------ Records for processing

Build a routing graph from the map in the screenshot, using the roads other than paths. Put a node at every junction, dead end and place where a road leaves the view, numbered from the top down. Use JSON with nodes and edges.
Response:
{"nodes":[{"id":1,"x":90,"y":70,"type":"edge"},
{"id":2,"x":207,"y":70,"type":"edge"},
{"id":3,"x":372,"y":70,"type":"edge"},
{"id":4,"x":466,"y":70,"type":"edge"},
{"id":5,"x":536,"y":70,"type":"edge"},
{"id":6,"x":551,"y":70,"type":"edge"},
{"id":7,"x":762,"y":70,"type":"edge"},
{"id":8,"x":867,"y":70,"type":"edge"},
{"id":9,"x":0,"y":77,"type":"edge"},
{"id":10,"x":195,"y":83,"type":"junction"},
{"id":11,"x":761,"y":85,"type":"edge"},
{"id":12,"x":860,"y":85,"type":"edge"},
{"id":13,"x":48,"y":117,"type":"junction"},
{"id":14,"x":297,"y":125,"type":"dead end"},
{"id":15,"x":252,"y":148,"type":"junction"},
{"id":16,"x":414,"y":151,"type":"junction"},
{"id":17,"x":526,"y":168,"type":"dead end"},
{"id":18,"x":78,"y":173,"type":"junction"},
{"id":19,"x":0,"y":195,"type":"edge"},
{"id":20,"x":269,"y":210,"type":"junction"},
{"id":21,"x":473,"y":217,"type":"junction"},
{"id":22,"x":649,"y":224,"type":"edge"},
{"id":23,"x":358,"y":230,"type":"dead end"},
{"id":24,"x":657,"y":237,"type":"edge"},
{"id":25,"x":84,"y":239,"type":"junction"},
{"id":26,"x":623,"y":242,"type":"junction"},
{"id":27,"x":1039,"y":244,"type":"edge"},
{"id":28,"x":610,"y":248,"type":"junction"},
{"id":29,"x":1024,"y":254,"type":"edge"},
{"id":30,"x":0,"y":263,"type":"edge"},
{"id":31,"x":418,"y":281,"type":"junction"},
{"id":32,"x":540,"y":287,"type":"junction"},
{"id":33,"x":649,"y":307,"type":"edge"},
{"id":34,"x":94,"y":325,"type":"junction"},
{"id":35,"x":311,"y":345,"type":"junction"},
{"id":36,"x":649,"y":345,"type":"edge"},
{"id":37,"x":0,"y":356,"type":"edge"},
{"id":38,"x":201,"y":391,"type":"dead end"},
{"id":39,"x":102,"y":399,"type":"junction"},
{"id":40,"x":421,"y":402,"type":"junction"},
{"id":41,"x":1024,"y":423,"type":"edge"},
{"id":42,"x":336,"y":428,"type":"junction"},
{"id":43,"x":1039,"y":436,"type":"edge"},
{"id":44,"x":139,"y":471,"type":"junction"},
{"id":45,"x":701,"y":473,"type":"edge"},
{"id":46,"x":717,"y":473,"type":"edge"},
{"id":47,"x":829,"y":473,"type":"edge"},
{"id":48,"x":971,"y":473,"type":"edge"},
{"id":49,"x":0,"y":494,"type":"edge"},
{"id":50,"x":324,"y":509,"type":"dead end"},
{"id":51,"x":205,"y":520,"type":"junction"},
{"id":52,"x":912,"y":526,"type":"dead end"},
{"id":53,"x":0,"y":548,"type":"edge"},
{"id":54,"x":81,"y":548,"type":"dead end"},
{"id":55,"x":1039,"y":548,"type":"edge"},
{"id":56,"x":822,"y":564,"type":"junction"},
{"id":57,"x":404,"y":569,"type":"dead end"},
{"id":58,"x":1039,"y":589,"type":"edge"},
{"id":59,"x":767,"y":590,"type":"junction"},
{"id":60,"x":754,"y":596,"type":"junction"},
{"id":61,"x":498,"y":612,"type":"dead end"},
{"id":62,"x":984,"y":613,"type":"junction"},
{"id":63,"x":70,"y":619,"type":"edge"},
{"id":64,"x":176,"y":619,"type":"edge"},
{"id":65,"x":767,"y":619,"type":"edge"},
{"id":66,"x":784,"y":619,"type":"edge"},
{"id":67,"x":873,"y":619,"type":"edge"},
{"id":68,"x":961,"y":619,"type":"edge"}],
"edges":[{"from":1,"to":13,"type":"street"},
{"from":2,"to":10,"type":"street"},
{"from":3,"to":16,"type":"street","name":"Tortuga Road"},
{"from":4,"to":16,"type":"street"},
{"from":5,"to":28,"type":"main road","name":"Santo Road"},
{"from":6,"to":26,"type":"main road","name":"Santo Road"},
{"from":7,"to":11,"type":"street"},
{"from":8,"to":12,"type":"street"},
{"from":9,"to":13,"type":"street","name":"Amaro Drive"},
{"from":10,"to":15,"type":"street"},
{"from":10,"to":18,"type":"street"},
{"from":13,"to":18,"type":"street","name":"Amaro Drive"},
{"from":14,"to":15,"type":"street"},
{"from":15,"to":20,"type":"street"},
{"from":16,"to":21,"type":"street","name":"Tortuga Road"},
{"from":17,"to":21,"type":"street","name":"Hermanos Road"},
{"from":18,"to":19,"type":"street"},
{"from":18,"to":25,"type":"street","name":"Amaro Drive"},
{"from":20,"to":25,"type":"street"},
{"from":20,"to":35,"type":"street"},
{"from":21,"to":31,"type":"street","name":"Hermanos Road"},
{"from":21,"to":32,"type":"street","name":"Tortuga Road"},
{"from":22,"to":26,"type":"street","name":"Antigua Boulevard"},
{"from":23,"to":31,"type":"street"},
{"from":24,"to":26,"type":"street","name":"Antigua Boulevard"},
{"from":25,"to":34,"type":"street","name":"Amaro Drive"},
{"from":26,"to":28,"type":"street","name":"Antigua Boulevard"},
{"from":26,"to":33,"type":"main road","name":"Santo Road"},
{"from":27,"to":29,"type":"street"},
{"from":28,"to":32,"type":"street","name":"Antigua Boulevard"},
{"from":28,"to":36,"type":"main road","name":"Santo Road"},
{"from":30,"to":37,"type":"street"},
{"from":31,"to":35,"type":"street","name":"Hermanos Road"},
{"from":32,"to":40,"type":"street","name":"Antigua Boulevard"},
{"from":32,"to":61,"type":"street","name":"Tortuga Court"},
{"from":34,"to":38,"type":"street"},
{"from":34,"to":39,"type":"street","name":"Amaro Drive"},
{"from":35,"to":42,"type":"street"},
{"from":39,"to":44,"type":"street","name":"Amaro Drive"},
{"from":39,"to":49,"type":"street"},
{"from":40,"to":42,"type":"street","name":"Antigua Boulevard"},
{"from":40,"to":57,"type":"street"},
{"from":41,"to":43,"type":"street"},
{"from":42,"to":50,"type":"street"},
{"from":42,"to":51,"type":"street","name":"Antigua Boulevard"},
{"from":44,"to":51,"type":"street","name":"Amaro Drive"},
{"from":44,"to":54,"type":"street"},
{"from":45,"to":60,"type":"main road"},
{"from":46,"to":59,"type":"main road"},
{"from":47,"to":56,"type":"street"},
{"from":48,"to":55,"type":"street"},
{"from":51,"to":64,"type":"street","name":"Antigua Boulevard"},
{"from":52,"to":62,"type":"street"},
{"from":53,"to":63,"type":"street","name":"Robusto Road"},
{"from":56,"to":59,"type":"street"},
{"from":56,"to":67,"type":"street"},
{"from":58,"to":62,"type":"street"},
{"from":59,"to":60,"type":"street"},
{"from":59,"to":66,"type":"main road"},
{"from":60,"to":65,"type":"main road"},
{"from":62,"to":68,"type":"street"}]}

------------

→ **Problem**
Copy each line above where "Santo" appears.

→ **Result for this task**
{"from":5,"to":28,"type":"main road","name":"Santo Road"},
{"from":6,"to":26,"type":"main road","name":"Santo Road"},
{"from":26,"to":33,"type":"main road","name":"Santo Road"},
{"from":28,"to":36,"type":"main road","name":"Santo Road"},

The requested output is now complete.